Chapter 10. The Happy Home
One important result of the brush [with the pirates] on the lagoon was that it made the
redskins their friends. Peter had saved Tiger Lily from a dreadful fate, and now there was
nothing she and her braves would not do for him. All night they sat above, keeping watch
over the home under the ground and awaiting the big attack by the pirates which
obviously could not be much longer delayed. Even by day they hung about, smoking the
pipe of peace, and looking almost as if they wanted tit-bits to eat.
They called Peter the Great White Father, prostrating themselves [lying down] before
him; and he liked this tremendously, so that it was not really good for him.
"The great white father," he would say to them in a very lordly manner, as they
grovelled at his feet, "is glad to see the Piccaninny warriors protecting his wigwam from
the pirates."
"Me Tiger Lily," that lovely creature would reply. "Peter Pan save me, me his velly nice
friend. Me no let pirates hurt him."
She was far too pretty to cringe in this way, but Peter thought it his due, and he would
answer condescendingly, "It is good. Peter Pan has spoken."
Always when he said, "Peter Pan has spoken," it meant that they must now shut up, and
they accepted it humbly in that spirit; but they were by no means so respectful to the
other boys, whom they looked upon as just ordinary braves.
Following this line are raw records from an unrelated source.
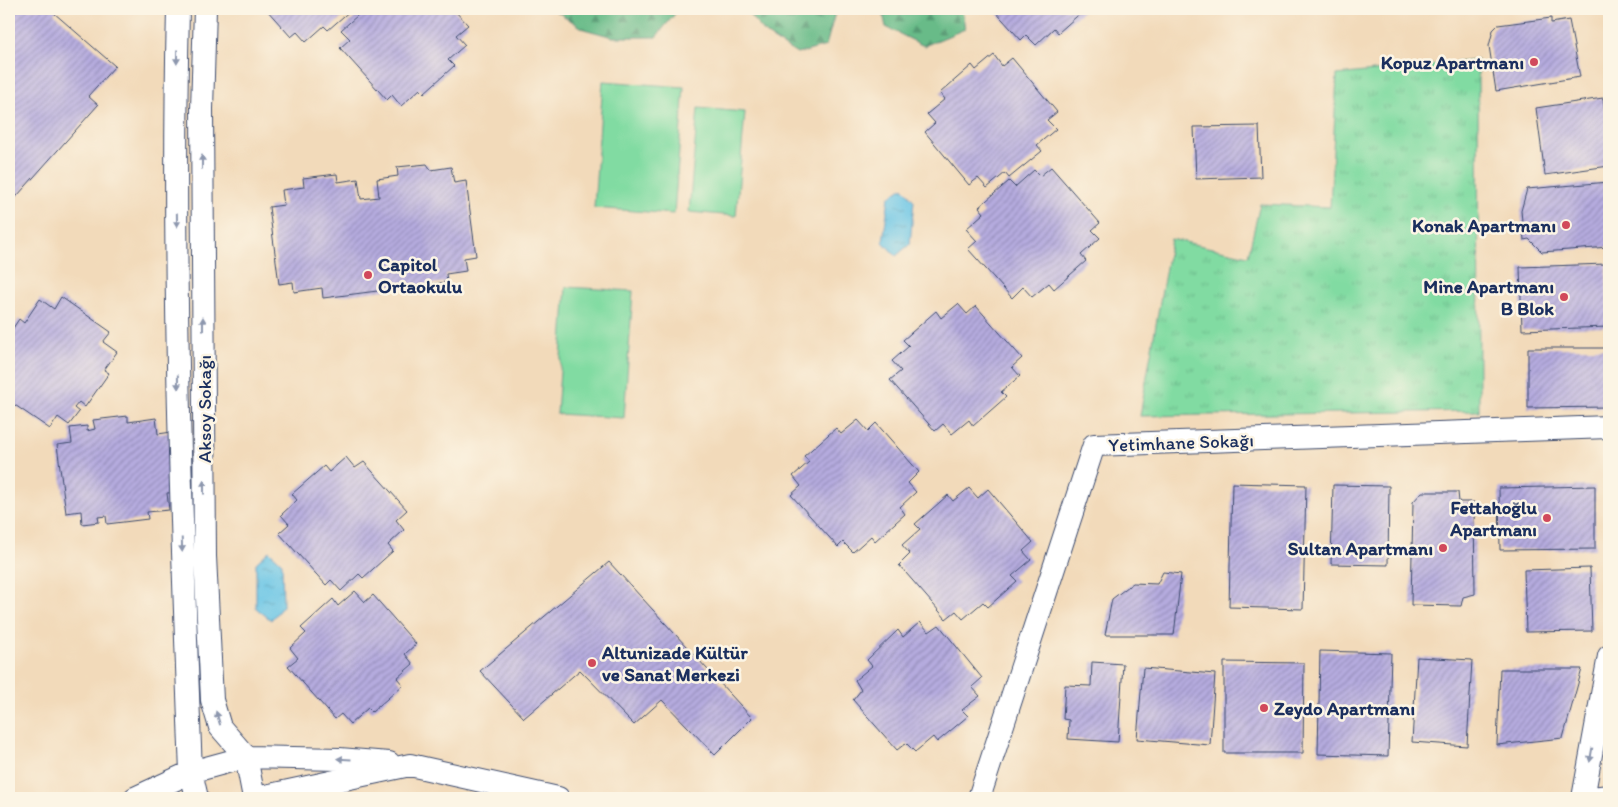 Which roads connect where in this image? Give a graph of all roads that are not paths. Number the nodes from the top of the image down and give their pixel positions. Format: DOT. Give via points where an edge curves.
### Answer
graph roads {
  1 [pos="178,9"];
  2 [pos="205,9"];
  3 [pos="1609,427"];
  4 [pos="1609,656"];
  5 [pos="246,757"];
  6 [pos="410,765"];
  7 [pos="191,772"];
  8 [pos="1609,796"];
  9 [pos="135,798"];
  10 [pos="197,798"];
  11 [pos="255,798"];
  12 [pos="558,798"];
  13 [pos="979,798"];
  14 [pos="1583,798"];
  15 [pos="1592,798"];
  1 -- 7 [label="street, Aksoy Sokağı, one-way" via="175,112 180,496"];
  5 -- 2 [label="street, Aksoy Sokağı, one-way" via="220,727 212,700 205,547 202,109"];
  3 -- 13 [label="street, Yetimhane Sokağı" via="1094,445"];
  4 -- 14 [label="street, one-way"];
  6 -- 5 [label="street, one-way" via="339,759"];
  5 -- 7 [label="street"];
  5 -- 11 [label="street, Aksoy Sokağı"];
  6 -- 11 [label="street"];
  6 -- 12 [label="street"];
  7 -- 9 [label="street"];
  7 -- 10 [label="street, Aksoy Sokağı"];
  8 -- 15 [label="street"];
} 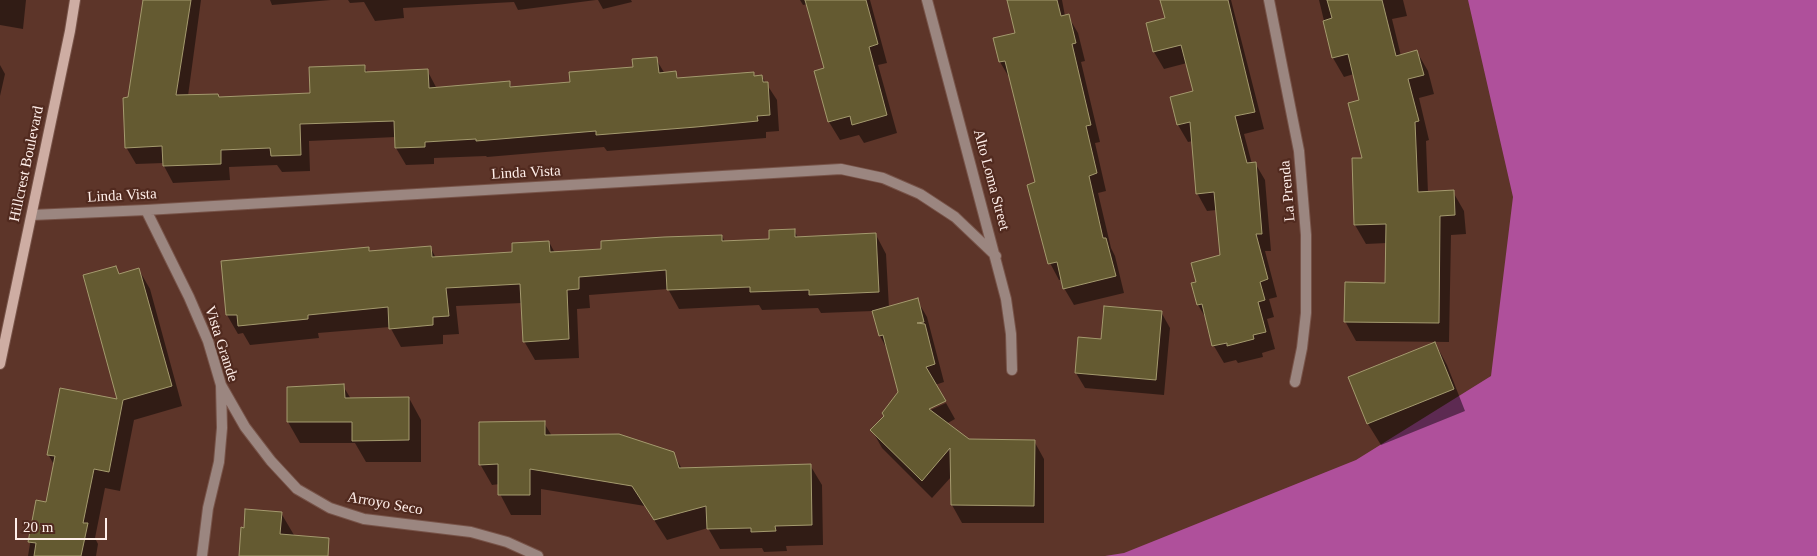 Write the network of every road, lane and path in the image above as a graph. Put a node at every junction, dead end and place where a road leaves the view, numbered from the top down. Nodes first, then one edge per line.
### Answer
1 (75, 0) edge
2 (927, 0) edge
3 (1269, 0) edge
4 (146, 210) junction
5 (32, 215) junction
6 (996, 256) junction
7 (0, 364) edge
8 (1012, 370) dead end
9 (1295, 382) dead end
10 (221, 385) junction
11 (202, 556) edge
12 (538, 556) edge

1 - 5 street, Hillcrest Boulevard
2 - 6 street, Alto Loma Street
3 - 9 street, La Prenda
4 - 5 street, Linda Vista
4 - 6 street, Linda Vista
4 - 10 street, Vista Grande
5 - 7 street, Hillcrest Boulevard
6 - 8 street, Alto Loma Street
10 - 11 street, Vista Grande
10 - 12 street, Arroyo Seco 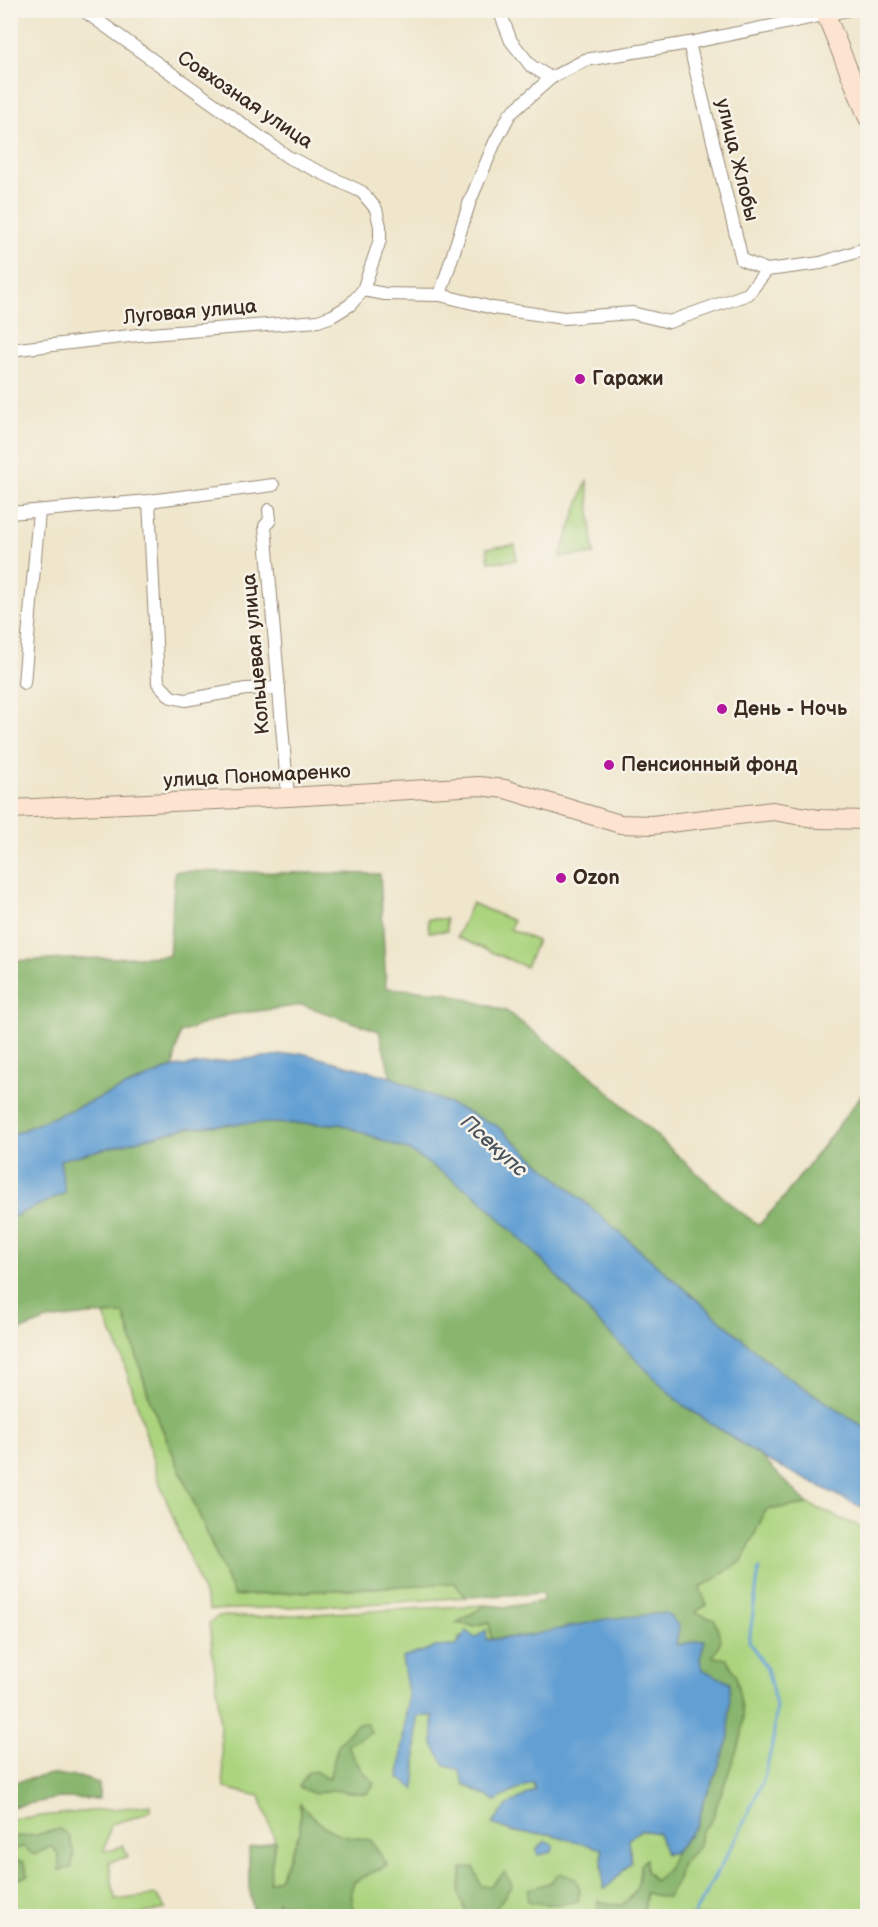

They said "How-do?" to
them, and things like that; and what annoyed the boys was that Peter seemed to think this
all right.
Secretly Wendy sympathised with them a little, but she was far too loyal a housewife to
listen to any complaints against father. "Father knows best," she always said, whatever
her private opinion must be. Her private opinion was that the redskins should not call her
a squaw.
We have now reached the evening that was to be known among them as the Night of
Nights, because of its adventures and their upshot. The day, as if quietly gathering its
forces, had been almost uneventful, and now the redskins in their blankets were at their
posts above, while, below, the children were having their evening meal; all except Peter,
who had gone out to get the time. The way you got the time on the island was to find the
crocodile, and then stay near him till the clock struck.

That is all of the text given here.